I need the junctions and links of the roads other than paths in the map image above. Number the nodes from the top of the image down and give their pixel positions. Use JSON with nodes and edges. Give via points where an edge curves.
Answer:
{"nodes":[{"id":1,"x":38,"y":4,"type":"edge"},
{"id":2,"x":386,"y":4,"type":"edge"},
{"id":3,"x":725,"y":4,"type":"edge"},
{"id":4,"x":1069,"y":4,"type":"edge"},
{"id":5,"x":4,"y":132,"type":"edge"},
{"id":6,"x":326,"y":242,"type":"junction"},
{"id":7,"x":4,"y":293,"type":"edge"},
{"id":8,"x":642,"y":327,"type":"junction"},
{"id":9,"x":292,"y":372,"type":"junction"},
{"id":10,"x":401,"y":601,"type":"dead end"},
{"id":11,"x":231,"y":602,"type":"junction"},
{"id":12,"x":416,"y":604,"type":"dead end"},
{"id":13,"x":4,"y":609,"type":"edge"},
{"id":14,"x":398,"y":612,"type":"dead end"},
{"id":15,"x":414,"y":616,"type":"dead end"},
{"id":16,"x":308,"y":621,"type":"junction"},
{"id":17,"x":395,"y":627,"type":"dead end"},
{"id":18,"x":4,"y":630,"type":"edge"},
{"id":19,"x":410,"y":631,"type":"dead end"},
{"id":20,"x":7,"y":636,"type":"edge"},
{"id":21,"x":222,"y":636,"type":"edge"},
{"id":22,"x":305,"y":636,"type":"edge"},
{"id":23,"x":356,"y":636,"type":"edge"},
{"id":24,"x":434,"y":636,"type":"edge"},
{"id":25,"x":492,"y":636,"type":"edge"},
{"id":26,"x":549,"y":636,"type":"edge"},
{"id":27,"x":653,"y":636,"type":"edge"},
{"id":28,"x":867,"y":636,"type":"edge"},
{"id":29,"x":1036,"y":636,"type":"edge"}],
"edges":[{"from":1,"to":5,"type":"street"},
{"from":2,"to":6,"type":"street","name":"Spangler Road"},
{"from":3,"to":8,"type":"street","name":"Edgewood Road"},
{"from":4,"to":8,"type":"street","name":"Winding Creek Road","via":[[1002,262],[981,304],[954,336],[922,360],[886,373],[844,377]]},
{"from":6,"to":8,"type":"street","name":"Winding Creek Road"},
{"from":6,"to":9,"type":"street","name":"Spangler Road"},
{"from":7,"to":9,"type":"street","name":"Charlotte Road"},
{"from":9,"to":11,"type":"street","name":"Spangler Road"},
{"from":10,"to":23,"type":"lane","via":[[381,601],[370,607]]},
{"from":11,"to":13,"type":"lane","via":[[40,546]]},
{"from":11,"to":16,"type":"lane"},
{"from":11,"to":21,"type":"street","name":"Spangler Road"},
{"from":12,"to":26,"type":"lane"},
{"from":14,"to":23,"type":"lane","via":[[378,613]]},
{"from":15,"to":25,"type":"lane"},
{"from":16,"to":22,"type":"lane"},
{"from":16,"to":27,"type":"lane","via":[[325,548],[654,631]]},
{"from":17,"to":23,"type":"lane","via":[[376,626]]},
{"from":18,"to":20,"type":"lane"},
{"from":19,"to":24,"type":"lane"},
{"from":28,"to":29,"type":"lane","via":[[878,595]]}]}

• • • • •

TASK PROMPT: Once you have read through the entries above, state how many lines hold the word "Spangler", giving nothing but the number.

SOLUTION FOR THIS PROBLEM: 4